ACTION ITEM:
Exact copies of the lines below are the goal; any images in them are dropped.

- Opening Delimiter -

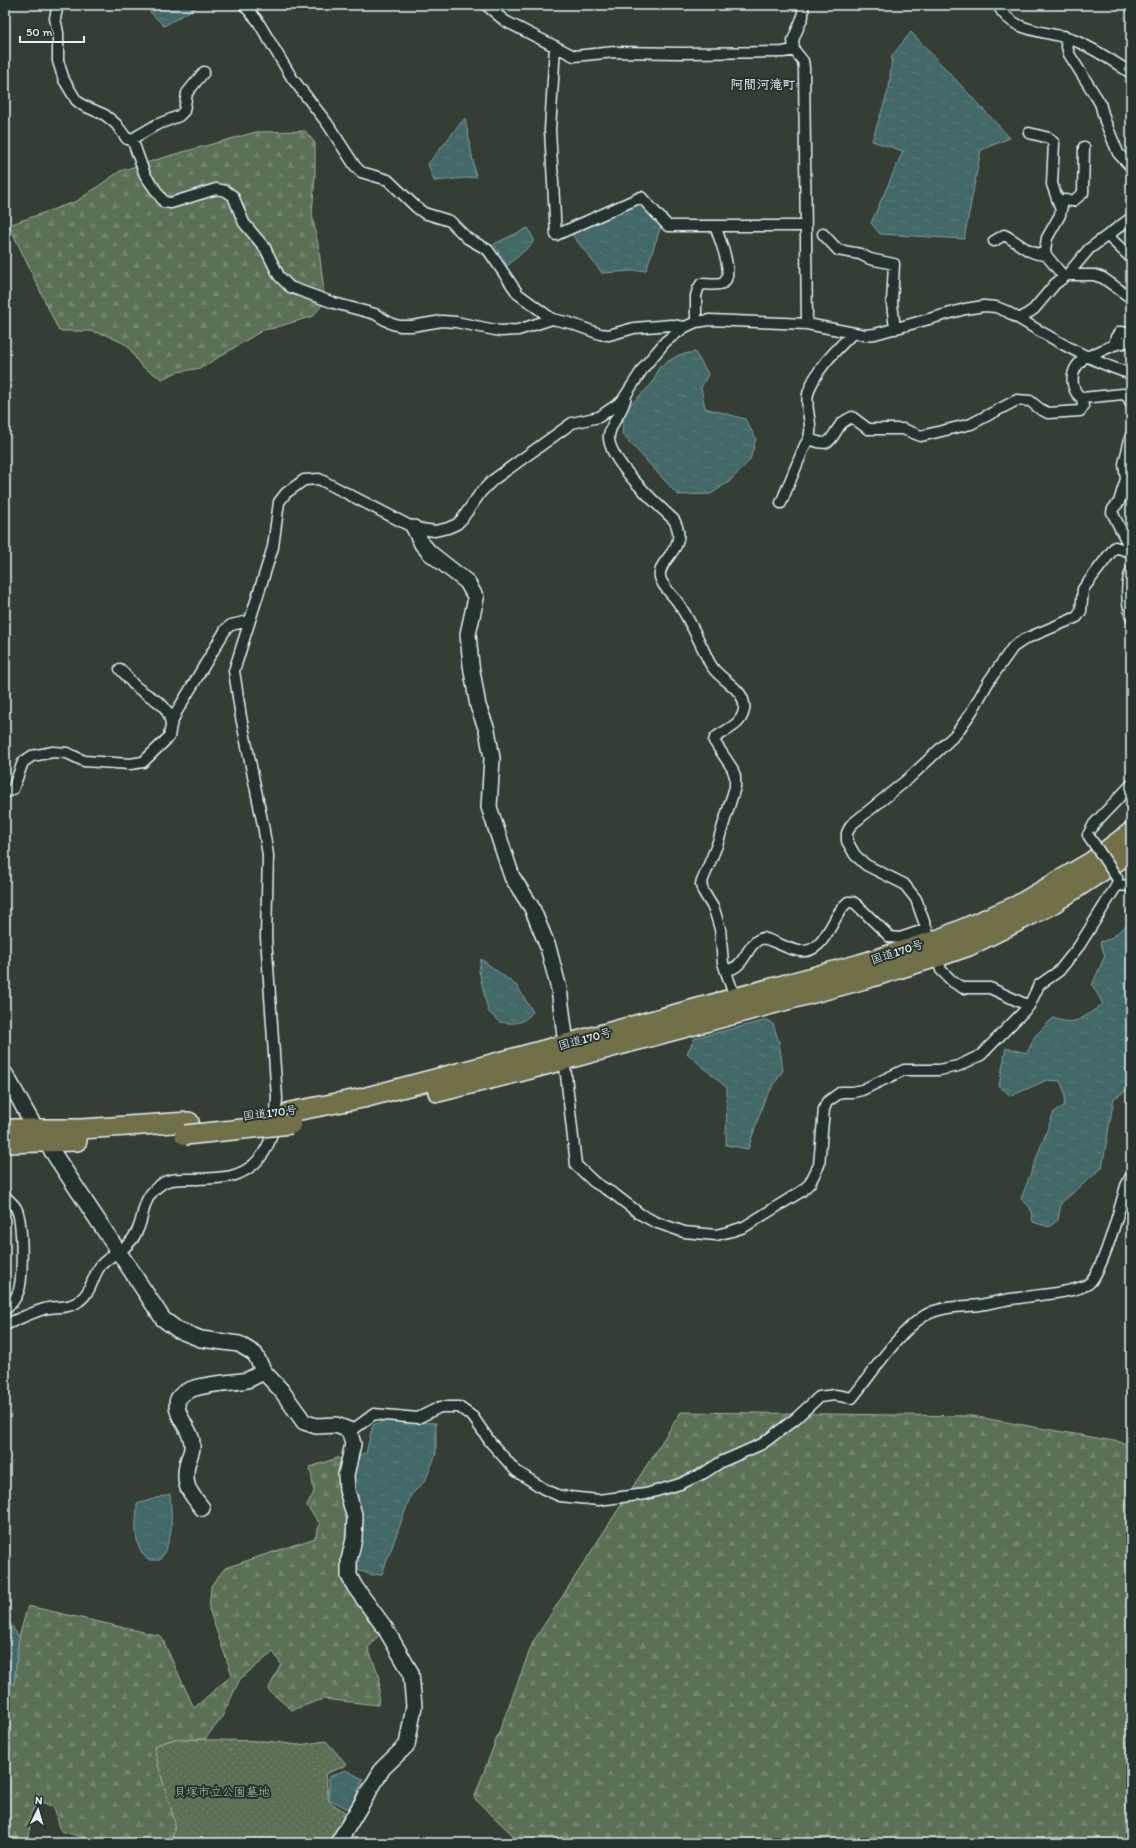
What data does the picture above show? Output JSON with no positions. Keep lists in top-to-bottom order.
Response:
{
  "streets": {
    "highway": ["国道170号"]
  },
  "districts": ["阿間河滝町"],
  "parks": ["貝塚市立公園墓地"],
  "scale_bar": "50 m",
  "north": "top"
}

- Closing Delimiter -

RESULT BELOW:
What data does the picture above show? Output JSON with no positions. Keep lists in top-to-bottom order.
Response:
{
  "streets": {
    "highway": ["国道170号"]
  },
  "districts": ["阿間河滝町"],
  "parks": ["貝塚市立公園墓地"],
  "scale_bar": "50 m",
  "north": "top"
}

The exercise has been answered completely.